Seamos libres, y lo demás no importa nada”
Ante un nuevo 17 de agosto, aniversario del paso a la inmortalidad del General José de San Martín, es de gran trascendencia traer al presente la semblanza y el legado de este gran revolucionario, nuestro Padre de la Patria y Libertador de América.
Hoy, como entonces, la Patria está en peligro, y rescatar su figura y su obra resulta imprescindible, porque nos ayuda a restablecer la dignidad, el honor y el amor por la Argentina; a recuperar nuestros sueños colectivos inconclusos y ubicarlos en el lugar que les corresponde, ese que nunca debemos abandonar.
Excepcional jefe y estratega militar, San Martín fue también un político brillante, con un proyecto para todo el continente americano. Comprendió que la dominación colonial constituía el eje central de los males que aquejaban a los pueblos de América. Su ejemplo de lucha por la libertad, la emancipación y la independencia de estos pueblos, sometidos al yugo feroz de las potencias imperiales de su tiempo, constituye un legado fundacional siempre vigente que jamás debemos olvidar.
En aquella expresión con la que arenga a su ejército, nuestro Libertador deja un claro mandato: “Cuando la Patria está en peligro, todo está permitido, excepto no defenderla”.
En la Argentina actual, donde enfrentamos al gobierno de Milei, sus secuaces y sus socios afines de adentro y de afuera, y sus intentos exacerbados por entregar el país, nuestras tierras y nuestros territorios a los extranjeros, aquel mandato vuelve a cobrar plena vigencia: “Todo está permitido, excepto no defenderla”, frente a los enemigos exteriores e interiores.
Nuestro General San Martín asumió también la defensa y la lucha por la construcción de una industria nacional, por la educación y por la tierra comunitaria.
¿Qué diría hoy de los desalojos forzosos o de las leyes indignas que promueven Milei y sus socios para quitarles las tierras a los pueblos originarios, a quienes él consideraba dueños de este territorio?
San Martín decía: “La patria no hace al soldado para que la deshonre con sus crímenes, ni le da armas para que cometa la bajeza de abusar de estas ventajas, ofendiendo a los ciudadanos con cuyos sacrificios se sostiene…”. ¿Qué pensaría hoy de las fuerzas de seguridad y defensa reprimiendo a jubiladas y jubilados, así como a toda expresión que se manifieste en las calles en oposición a los planes de ajuste, entrega y feroz saqueo a los que han sometido a nuestra Patria?

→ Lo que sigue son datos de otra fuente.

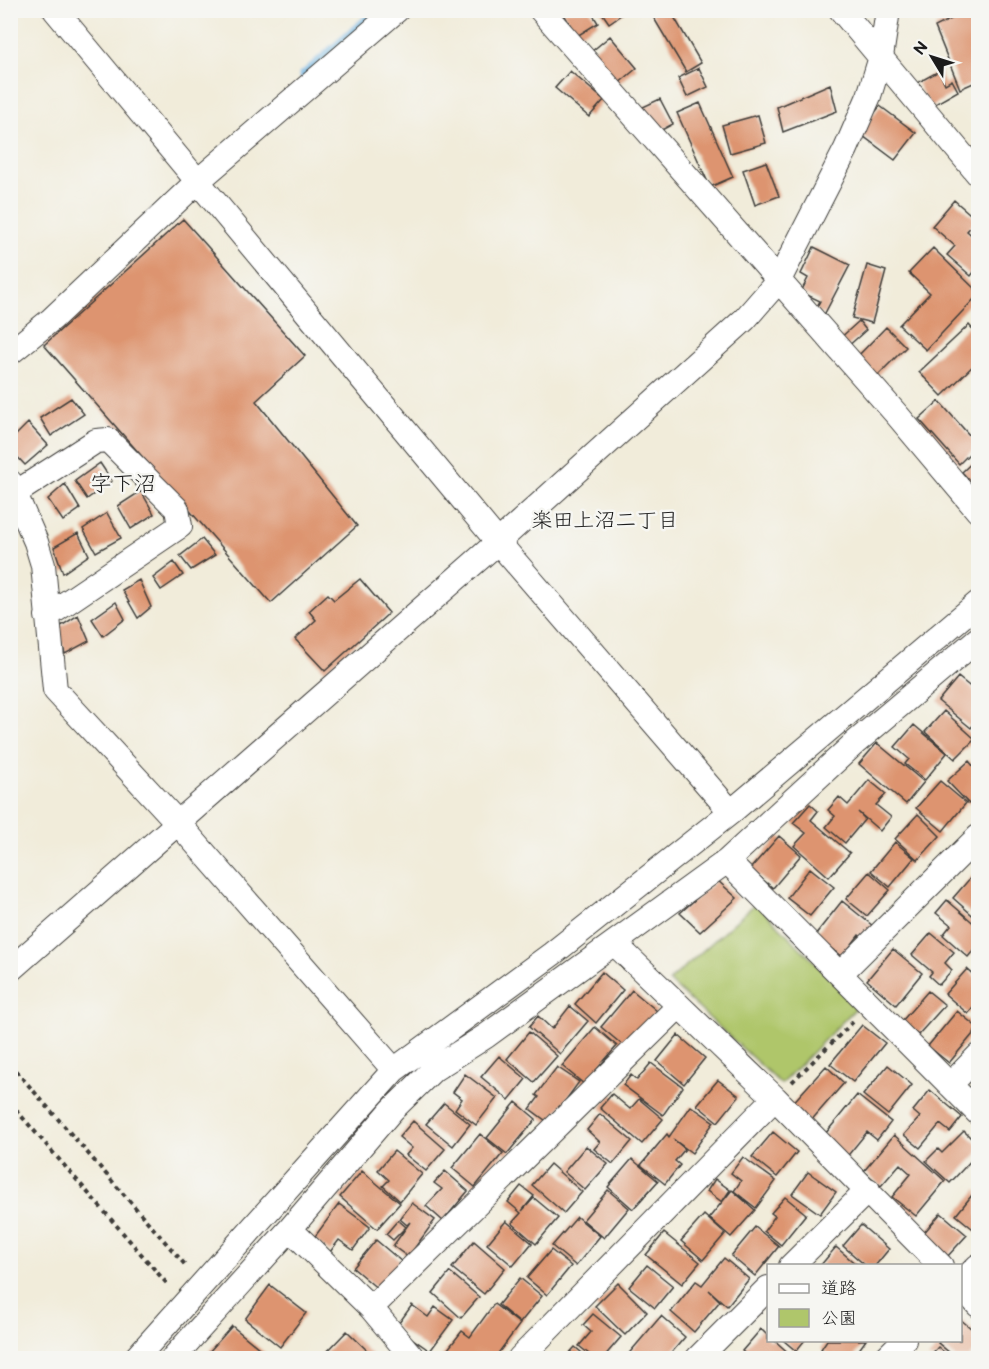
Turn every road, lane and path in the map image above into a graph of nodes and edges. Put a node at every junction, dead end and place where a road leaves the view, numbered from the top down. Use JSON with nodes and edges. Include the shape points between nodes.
{"nodes":[{"id":1,"x":55,"y":10,"type":"edge"},
{"id":2,"x":397,"y":10,"type":"edge"},
{"id":3,"x":541,"y":10,"type":"edge"},
{"id":4,"x":841,"y":10,"type":"edge"},
{"id":5,"x":888,"y":10,"type":"edge"},
{"id":6,"x":881,"y":57,"type":"junction"},
{"id":7,"x":978,"y":174,"type":"edge"},
{"id":8,"x":198,"y":181,"type":"junction"},
{"id":9,"x":778,"y":280,"type":"junction"},
{"id":10,"x":10,"y":353,"type":"edge"},
{"id":11,"x":14,"y":487,"type":"edge"},
{"id":12,"x":978,"y":512,"type":"edge"},
{"id":13,"x":498,"y":542,"type":"junction"},
{"id":14,"x":978,"y":603,"type":"edge"},
{"id":15,"x":46,"y":616,"type":"junction"},
{"id":16,"x":978,"y":639,"type":"edge"},
{"id":17,"x":731,"y":812,"type":"junction"},
{"id":18,"x":178,"y":823,"type":"junction"},
{"id":19,"x":978,"y":837,"type":"edge"},
{"id":20,"x":727,"y":861,"type":"junction"},
{"id":21,"x":615,"y":944,"type":"junction"},
{"id":22,"x":10,"y":970,"type":"edge"},
{"id":23,"x":841,"y":973,"type":"junction"},
{"id":24,"x":870,"y":1005,"type":"junction"},
{"id":25,"x":679,"y":1006,"type":"junction"},
{"id":26,"x":978,"y":1056,"type":"edge"},
{"id":27,"x":10,"y":1064,"type":"edge"},
{"id":28,"x":394,"y":1070,"type":"junction"},
{"id":29,"x":951,"y":1085,"type":"junction"},
{"id":30,"x":775,"y":1098,"type":"junction"},
{"id":31,"x":10,"y":1103,"type":"edge"},
{"id":32,"x":978,"y":1113,"type":"edge"},
{"id":33,"x":868,"y":1190,"type":"junction"},
{"id":34,"x":290,"y":1229,"type":"junction"},
{"id":35,"x":793,"y":1264,"type":"edge"},
{"id":36,"x":939,"y":1264,"type":"edge"},
{"id":37,"x":978,"y":1266,"type":"edge"},
{"id":38,"x":962,"y":1283,"type":"edge"},
{"id":39,"x":203,"y":1287,"type":"junction"},
{"id":40,"x":962,"y":1287,"type":"edge"},
{"id":41,"x":767,"y":1289,"type":"edge"},
{"id":42,"x":186,"y":1305,"type":"junction"},
{"id":43,"x":978,"y":1305,"type":"edge"},
{"id":44,"x":370,"y":1308,"type":"junction"},
{"id":45,"x":903,"y":1342,"type":"edge"},
{"id":46,"x":136,"y":1359,"type":"edge"},
{"id":47,"x":174,"y":1359,"type":"edge"},
{"id":48,"x":413,"y":1359,"type":"edge"},
{"id":49,"x":520,"y":1359,"type":"edge"},
{"id":50,"x":698,"y":1359,"type":"edge"},
{"id":51,"x":886,"y":1359,"type":"edge"}],
"edges":[{"from":1,"to":8,"type":"street"},
{"from":2,"to":8,"type":"street"},
{"from":3,"to":9,"type":"street"},
{"from":4,"to":6,"type":"street"},
{"from":5,"to":6,"type":"street"},
{"from":6,"to":7,"type":"street"},
{"from":6,"to":9,"type":"street","via":[[846,148]]},
{"from":8,"to":10,"type":"street","via":[[52,319]]},
{"from":8,"to":13,"type":"street"},
{"from":9,"to":12,"type":"street"},
{"from":9,"to":13,"type":"street","via":[[711,352]]},
{"from":11,"to":15,"type":"street","via":[[43,565]]},
{"from":11,"to":15,"type":"street","via":[[96,441],[108,440],[177,509],[180,526]]},
{"from":13,"to":17,"type":"street"},
{"from":13,"to":18,"type":"street"},
{"from":14,"to":17,"type":"street"},
{"from":15,"to":18,"type":"street","via":[[55,690]]},
{"from":16,"to":20,"type":"street","via":[[856,742]]},
{"from":17,"to":28,"type":"street","via":[[552,954]]},
{"from":18,"to":22,"type":"street"},
{"from":18,"to":28,"type":"street"},
{"from":19,"to":23,"type":"street"},
{"from":20,"to":21,"type":"street"},
{"from":20,"to":23,"type":"street"},
{"from":21,"to":25,"type":"street"},
{"from":21,"to":34,"type":"street","via":[[434,1069],[392,1110]]},
{"from":23,"to":24,"type":"street"},
{"from":24,"to":29,"type":"street"},
{"from":24,"to":30,"type":"path"},
{"from":25,"to":30,"type":"street"},
{"from":25,"to":44,"type":"street"},
{"from":26,"to":29,"type":"street"},
{"from":27,"to":39,"type":"path"},
{"from":28,"to":39,"type":"street"},
{"from":29,"to":32,"type":"street"},
{"from":30,"to":33,"type":"street"},
{"from":30,"to":49,"type":"street"},
{"from":31,"to":42,"type":"path"},
{"from":33,"to":35,"type":"street"},
{"from":33,"to":36,"type":"street"},
{"from":34,"to":44,"type":"street"},
{"from":34,"to":47,"type":"street"},
{"from":37,"to":38,"type":"street"},
{"from":39,"to":42,"type":"street"},
{"from":40,"to":43,"type":"street"},
{"from":41,"to":50,"type":"street"},
{"from":42,"to":46,"type":"street"},
{"from":44,"to":48,"type":"street"},
{"from":45,"to":51,"type":"street"}]}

Sobre la Guerra del Paraná, expresaba nuestro Libertador: “…en mi opinión es de tanta trascendencia como la de nuestra emancipación de España”. Y, por si cabe alguna duda, entrega su sable a Rosas por la defensa y el triunfo ante las dos potencias europeas más poderosas de entonces, Francia e Inglaterra, que pretendían circular por nuestros ríos como si fuesen suyos y no pertenecieran a todos los argentinos y argentinas, quienes supimos propiciar su derrota para proclamarnos soberanos de nuestra Patria.
Al entregar su sable, lo hace “como prueba de la satisfacción que como argentino he tenido al ver la firmeza con que ha sostenido el honor de la República contra las injustas pretensiones de los extranjeros que trataban de humillarnos”.
¿Qué haría hoy el General San Martín, que acuñó aquella frase “Seamos libres, y lo demás no importa nada”, viendo que acaban de entregar por treinta años a empresas extranjeras nuestro río Paraná, nuestra puerta de entrada y salida, sabiendo que es allí donde los pueblos se hacen “esclavos en la entrega” o “naciones libres” en su recuperación?
Diría, como entonces, firmemente: “Lo que no puedo concebir es que haya americanos que, por un indigno espíritu de partido, se unan al extranjero para humillar a la patria y reducirla a una condición peor que la que sufríamos en el tiempo de la dominación española…”
Porque la economía y la política no son, como fanáticamente expresa el presidente Milei, una “cuestión de mercado”. La política y la economía deben forjar el camino hacia nuestra plena soberanía nacional y la felicidad del pueblo, avanzando hacia una segunda y definitiva independencia que permita conquistar nuestros sueños fundacionales: los sueños colectivos inconclusos.
Como dijo el General San Martín: “Un día se sabrá que esta patria fue liberada por los pobres y los hijos de los pobres, nuestros indios y los negros, que ya no volverán a ser esclavos de nadie”.
Los hombres y las mujeres somos hijos e hijas de nuestro tiempo. San Martín fue protagonista del suyo. Hoy nos toca a nosotros protagonizar el nuestro porque, parafraseando a nuestro Libertador de América: ¡los argentinos no somos empanadas que se comen sin más trabajo que abrir la boca!
¡Viva el General San Martín!
¡Viva la Patria!
¡La Patria no se vende, se defiende!